Evolutionary Significance of Altered DNA Nucleotides

• Genome replication and DNA damage repair ensures organism function and accurate genome inheritance.
• A low mutation rate has resulted in new proteins that contribute to different phenotypes
• The error rate is reduced to 1 in 10^10 which is lower than would be expected from simple base-pairing, after proof-reading and repair.
• A permanent change in the DNA sequence that is replicated is a mutation.
• Mutations can change an organism's phenotype, and are passed on in gametes from generation to generation.
• A low mutation rate and complete fidelity of DNA replicaiton results in new proteins contributing to different phenotypes.
• Over extended time periods, it leads to new species and the rich diversity on Earth.

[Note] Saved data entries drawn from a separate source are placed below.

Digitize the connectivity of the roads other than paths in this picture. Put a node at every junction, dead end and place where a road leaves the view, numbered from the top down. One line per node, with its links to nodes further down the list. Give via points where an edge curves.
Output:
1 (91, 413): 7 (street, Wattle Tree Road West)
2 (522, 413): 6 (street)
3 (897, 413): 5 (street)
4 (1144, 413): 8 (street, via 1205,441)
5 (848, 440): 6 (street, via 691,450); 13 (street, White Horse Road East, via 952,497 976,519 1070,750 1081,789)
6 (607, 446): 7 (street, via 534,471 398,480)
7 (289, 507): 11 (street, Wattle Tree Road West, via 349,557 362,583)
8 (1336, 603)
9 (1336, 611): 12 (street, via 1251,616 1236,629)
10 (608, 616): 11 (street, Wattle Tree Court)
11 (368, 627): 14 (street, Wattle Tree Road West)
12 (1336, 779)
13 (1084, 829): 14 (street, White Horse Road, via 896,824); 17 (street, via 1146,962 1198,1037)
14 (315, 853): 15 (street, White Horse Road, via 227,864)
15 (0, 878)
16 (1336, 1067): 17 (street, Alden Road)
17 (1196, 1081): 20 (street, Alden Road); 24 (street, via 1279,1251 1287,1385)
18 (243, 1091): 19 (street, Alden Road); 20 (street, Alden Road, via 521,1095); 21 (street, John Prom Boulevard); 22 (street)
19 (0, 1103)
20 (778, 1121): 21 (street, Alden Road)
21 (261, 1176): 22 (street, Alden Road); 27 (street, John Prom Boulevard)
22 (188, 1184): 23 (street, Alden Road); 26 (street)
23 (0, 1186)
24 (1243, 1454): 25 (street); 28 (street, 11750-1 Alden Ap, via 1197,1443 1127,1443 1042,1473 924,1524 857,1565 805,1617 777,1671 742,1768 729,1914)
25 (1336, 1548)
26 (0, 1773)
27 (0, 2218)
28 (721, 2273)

Replicating the Ends of DNA Molecules

• Replication machinery cannot complete linear eukaryotic chromosome 5' ends.
• This is because DNA polymerase can only add to an existing 3' end of a polynucleotide.

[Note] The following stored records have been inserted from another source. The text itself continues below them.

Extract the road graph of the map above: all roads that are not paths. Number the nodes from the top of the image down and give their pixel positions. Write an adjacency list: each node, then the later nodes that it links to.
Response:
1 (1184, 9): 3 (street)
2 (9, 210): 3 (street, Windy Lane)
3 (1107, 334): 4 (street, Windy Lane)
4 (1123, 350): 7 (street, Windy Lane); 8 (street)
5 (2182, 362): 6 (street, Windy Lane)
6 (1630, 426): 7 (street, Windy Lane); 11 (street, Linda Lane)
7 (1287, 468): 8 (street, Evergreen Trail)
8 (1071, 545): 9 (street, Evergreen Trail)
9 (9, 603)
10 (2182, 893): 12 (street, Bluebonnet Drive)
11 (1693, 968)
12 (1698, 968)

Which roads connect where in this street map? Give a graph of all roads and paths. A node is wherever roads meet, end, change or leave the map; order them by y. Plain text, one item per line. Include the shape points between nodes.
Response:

• Even started with an primer hydrogen-bonded to the template strand, once removed, no additional nucleotides can be added to because there’s no 3’ end available for nucleotide addition.

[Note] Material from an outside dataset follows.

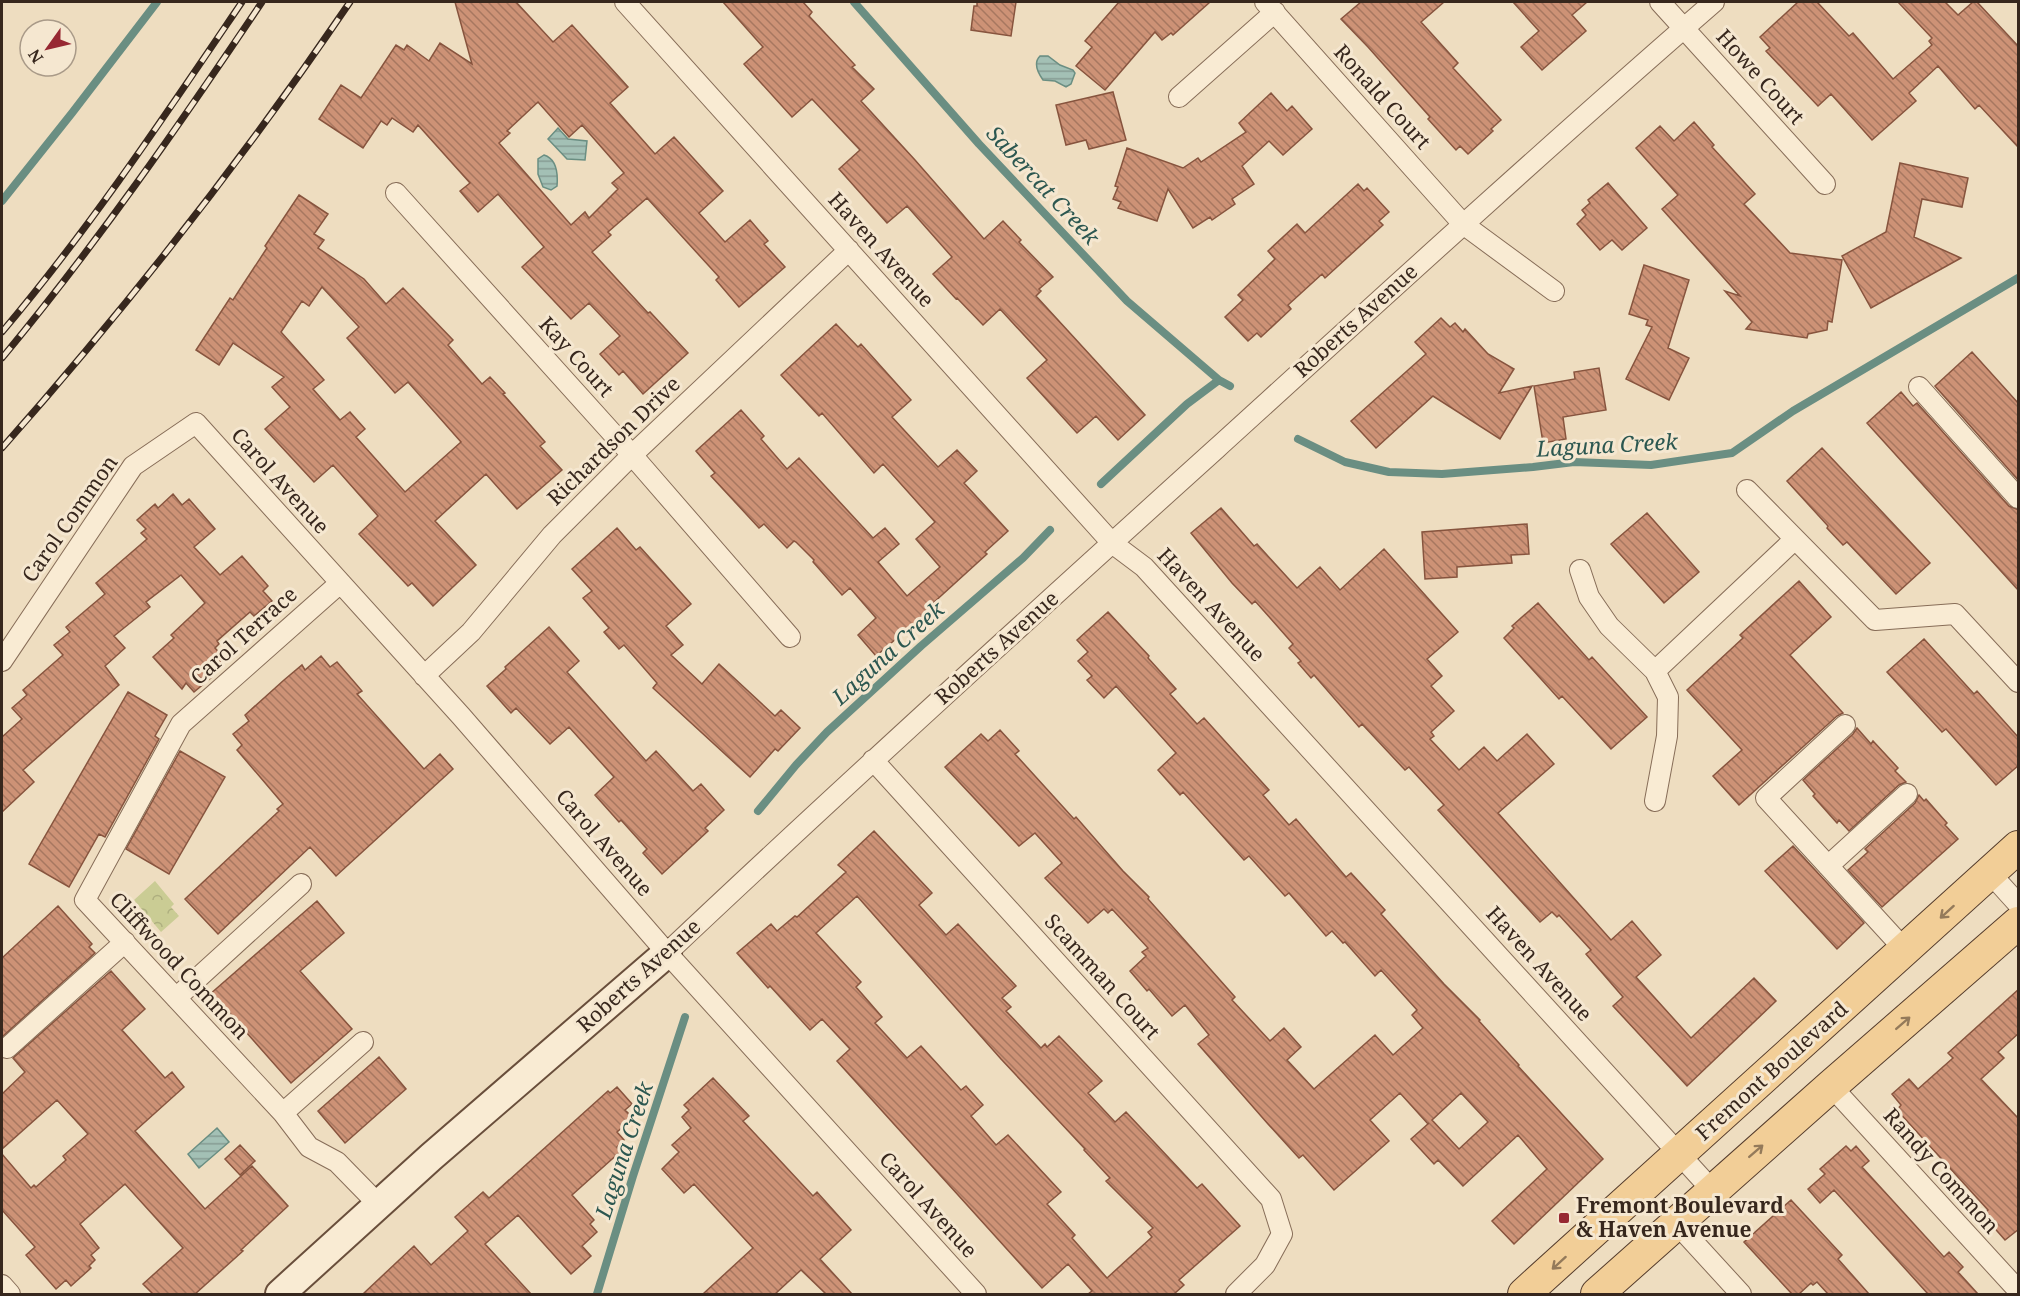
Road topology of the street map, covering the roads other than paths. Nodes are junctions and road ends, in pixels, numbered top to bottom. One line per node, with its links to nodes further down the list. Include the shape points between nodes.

• This leads to shorted DNA ends after repeated replication rounds.
• Shortening of DNA does not occur in nearly all prokaryotes because they have a circular chromosome,
• Eukaryotic chromosomal DNA molecules contain nucleotide sequences termed telomeres at their ends.
• Telomeres consist of multiple repetitions of a short nucleotide sequence.
• Telomeres have 2 functions, they activate the cell’s systems for monitoring DNA damage and they protect from shortening genes.
• The enzyme telomerase catalyzes lengthening of telomeres, restoring lost length from replication and using its molecule as at template to artificially "extend" the leading strand.
• Telomerase is not active in most human somatic cells.